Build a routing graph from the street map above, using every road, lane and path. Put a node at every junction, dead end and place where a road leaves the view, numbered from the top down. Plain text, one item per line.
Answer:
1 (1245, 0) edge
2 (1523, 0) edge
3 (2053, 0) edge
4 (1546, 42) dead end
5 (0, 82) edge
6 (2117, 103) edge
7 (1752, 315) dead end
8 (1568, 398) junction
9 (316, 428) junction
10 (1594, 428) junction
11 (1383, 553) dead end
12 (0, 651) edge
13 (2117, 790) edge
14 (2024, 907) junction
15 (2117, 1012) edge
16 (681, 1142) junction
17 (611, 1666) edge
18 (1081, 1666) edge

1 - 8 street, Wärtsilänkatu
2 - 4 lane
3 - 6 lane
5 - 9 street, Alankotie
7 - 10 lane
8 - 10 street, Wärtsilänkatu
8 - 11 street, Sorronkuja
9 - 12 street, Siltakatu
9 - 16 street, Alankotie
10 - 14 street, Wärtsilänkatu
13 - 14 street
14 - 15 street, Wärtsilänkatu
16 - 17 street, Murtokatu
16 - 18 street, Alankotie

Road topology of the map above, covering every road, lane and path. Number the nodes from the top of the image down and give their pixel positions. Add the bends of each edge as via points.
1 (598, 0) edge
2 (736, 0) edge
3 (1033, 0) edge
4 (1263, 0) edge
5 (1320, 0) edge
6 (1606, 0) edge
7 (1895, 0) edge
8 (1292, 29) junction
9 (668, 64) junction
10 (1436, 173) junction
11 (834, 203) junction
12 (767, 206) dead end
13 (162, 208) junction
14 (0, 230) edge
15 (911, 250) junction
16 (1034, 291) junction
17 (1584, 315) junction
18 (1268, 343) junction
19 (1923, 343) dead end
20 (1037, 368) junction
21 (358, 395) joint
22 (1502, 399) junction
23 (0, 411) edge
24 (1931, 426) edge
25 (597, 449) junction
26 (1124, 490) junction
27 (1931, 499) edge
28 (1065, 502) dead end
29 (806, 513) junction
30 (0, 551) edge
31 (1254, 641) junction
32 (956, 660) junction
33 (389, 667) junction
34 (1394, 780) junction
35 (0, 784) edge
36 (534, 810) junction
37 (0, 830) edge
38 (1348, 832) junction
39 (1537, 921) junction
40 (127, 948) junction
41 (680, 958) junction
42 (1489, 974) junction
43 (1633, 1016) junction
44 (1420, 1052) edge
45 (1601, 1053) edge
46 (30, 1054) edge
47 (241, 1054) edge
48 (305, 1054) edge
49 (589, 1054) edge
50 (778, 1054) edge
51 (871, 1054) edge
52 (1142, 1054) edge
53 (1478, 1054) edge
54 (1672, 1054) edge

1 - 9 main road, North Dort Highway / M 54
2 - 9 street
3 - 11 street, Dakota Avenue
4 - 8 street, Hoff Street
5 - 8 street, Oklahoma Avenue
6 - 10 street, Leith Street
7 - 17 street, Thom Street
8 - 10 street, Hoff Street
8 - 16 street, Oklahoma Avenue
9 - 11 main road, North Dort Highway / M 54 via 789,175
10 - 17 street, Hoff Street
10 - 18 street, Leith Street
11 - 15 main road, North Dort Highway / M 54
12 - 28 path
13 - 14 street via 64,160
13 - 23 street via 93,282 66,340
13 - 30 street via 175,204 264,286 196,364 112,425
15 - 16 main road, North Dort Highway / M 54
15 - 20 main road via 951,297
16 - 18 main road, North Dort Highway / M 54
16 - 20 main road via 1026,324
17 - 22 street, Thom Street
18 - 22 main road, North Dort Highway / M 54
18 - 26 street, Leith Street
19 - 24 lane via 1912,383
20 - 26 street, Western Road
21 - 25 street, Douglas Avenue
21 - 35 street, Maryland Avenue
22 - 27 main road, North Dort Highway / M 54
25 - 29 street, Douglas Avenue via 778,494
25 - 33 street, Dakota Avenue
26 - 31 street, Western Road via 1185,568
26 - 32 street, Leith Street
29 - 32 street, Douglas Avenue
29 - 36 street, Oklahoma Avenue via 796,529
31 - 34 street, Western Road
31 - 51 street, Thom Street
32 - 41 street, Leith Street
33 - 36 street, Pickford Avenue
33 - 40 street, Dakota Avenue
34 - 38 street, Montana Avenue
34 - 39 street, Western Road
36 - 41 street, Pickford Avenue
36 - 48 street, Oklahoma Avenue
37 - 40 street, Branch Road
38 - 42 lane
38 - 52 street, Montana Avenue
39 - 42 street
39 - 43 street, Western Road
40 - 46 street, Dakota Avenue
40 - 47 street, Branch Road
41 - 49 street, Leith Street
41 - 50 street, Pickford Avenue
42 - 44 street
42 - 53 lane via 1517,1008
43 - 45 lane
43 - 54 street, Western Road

☆ ☆ ☆ ☆

_Goal of the exercise_:
Once you have read the records above, output each of them verbatim.

_Solution_:
Build a routing graph from the street map above, using every road, lane and path. Put a node at every junction, dead end and place where a road leaves the view, numbered from the top down. Plain text, one item per line.
Answer:
1 (1245, 0) edge
2 (1523, 0) edge
3 (2053, 0) edge
4 (1546, 42) dead end
5 (0, 82) edge
6 (2117, 103) edge
7 (1752, 315) dead end
8 (1568, 398) junction
9 (316, 428) junction
10 (1594, 428) junction
11 (1383, 553) dead end
12 (0, 651) edge
13 (2117, 790) edge
14 (2024, 907) junction
15 (2117, 1012) edge
16 (681, 1142) junction
17 (611, 1666) edge
18 (1081, 1666) edge

1 - 8 street, Wärtsilänkatu
2 - 4 lane
3 - 6 lane
5 - 9 street, Alankotie
7 - 10 lane
8 - 10 street, Wärtsilänkatu
8 - 11 street, Sorronkuja
9 - 12 street, Siltakatu
9 - 16 street, Alankotie
10 - 14 street, Wärtsilänkatu
13 - 14 street
14 - 15 street, Wärtsilänkatu
16 - 17 street, Murtokatu
16 - 18 street, Alankotie

Road topology of the map above, covering every road, lane and path. Number the nodes from the top of the image down and give their pixel positions. Add the bends of each edge as via points.
1 (598, 0) edge
2 (736, 0) edge
3 (1033, 0) edge
4 (1263, 0) edge
5 (1320, 0) edge
6 (1606, 0) edge
7 (1895, 0) edge
8 (1292, 29) junction
9 (668, 64) junction
10 (1436, 173) junction
11 (834, 203) junction
12 (767, 206) dead end
13 (162, 208) junction
14 (0, 230) edge
15 (911, 250) junction
16 (1034, 291) junction
17 (1584, 315) junction
18 (1268, 343) junction
19 (1923, 343) dead end
20 (1037, 368) junction
21 (358, 395) joint
22 (1502, 399) junction
23 (0, 411) edge
24 (1931, 426) edge
25 (597, 449) junction
26 (1124, 490) junction
27 (1931, 499) edge
28 (1065, 502) dead end
29 (806, 513) junction
30 (0, 551) edge
31 (1254, 641) junction
32 (956, 660) junction
33 (389, 667) junction
34 (1394, 780) junction
35 (0, 784) edge
36 (534, 810) junction
37 (0, 830) edge
38 (1348, 832) junction
39 (1537, 921) junction
40 (127, 948) junction
41 (680, 958) junction
42 (1489, 974) junction
43 (1633, 1016) junction
44 (1420, 1052) edge
45 (1601, 1053) edge
46 (30, 1054) edge
47 (241, 1054) edge
48 (305, 1054) edge
49 (589, 1054) edge
50 (778, 1054) edge
51 (871, 1054) edge
52 (1142, 1054) edge
53 (1478, 1054) edge
54 (1672, 1054) edge

1 - 9 main road, North Dort Highway / M 54
2 - 9 street
3 - 11 street, Dakota Avenue
4 - 8 street, Hoff Street
5 - 8 street, Oklahoma Avenue
6 - 10 street, Leith Street
7 - 17 street, Thom Street
8 - 10 street, Hoff Street
8 - 16 street, Oklahoma Avenue
9 - 11 main road, North Dort Highway / M 54 via 789,175
10 - 17 street, Hoff Street
10 - 18 street, Leith Street
11 - 15 main road, North Dort Highway / M 54
12 - 28 path
13 - 14 street via 64,160
13 - 23 street via 93,282 66,340
13 - 30 street via 175,204 264,286 196,364 112,425
15 - 16 main road, North Dort Highway / M 54
15 - 20 main road via 951,297
16 - 18 main road, North Dort Highway / M 54
16 - 20 main road via 1026,324
17 - 22 street, Thom Street
18 - 22 main road, North Dort Highway / M 54
18 - 26 street, Leith Street
19 - 24 lane via 1912,383
20 - 26 street, Western Road
21 - 25 street, Douglas Avenue
21 - 35 street, Maryland Avenue
22 - 27 main road, North Dort Highway / M 54
25 - 29 street, Douglas Avenue via 778,494
25 - 33 street, Dakota Avenue
26 - 31 street, Western Road via 1185,568
26 - 32 street, Leith Street
29 - 32 street, Douglas Avenue
29 - 36 street, Oklahoma Avenue via 796,529
31 - 34 street, Western Road
31 - 51 street, Thom Street
32 - 41 street, Leith Street
33 - 36 street, Pickford Avenue
33 - 40 street, Dakota Avenue
34 - 38 street, Montana Avenue
34 - 39 street, Western Road
36 - 41 street, Pickford Avenue
36 - 48 street, Oklahoma Avenue
37 - 40 street, Branch Road
38 - 42 lane
38 - 52 street, Montana Avenue
39 - 42 street
39 - 43 street, Western Road
40 - 46 street, Dakota Avenue
40 - 47 street, Branch Road
41 - 49 street, Leith Street
41 - 50 street, Pickford Avenue
42 - 44 street
42 - 53 lane via 1517,1008
43 - 45 lane
43 - 54 street, Western Road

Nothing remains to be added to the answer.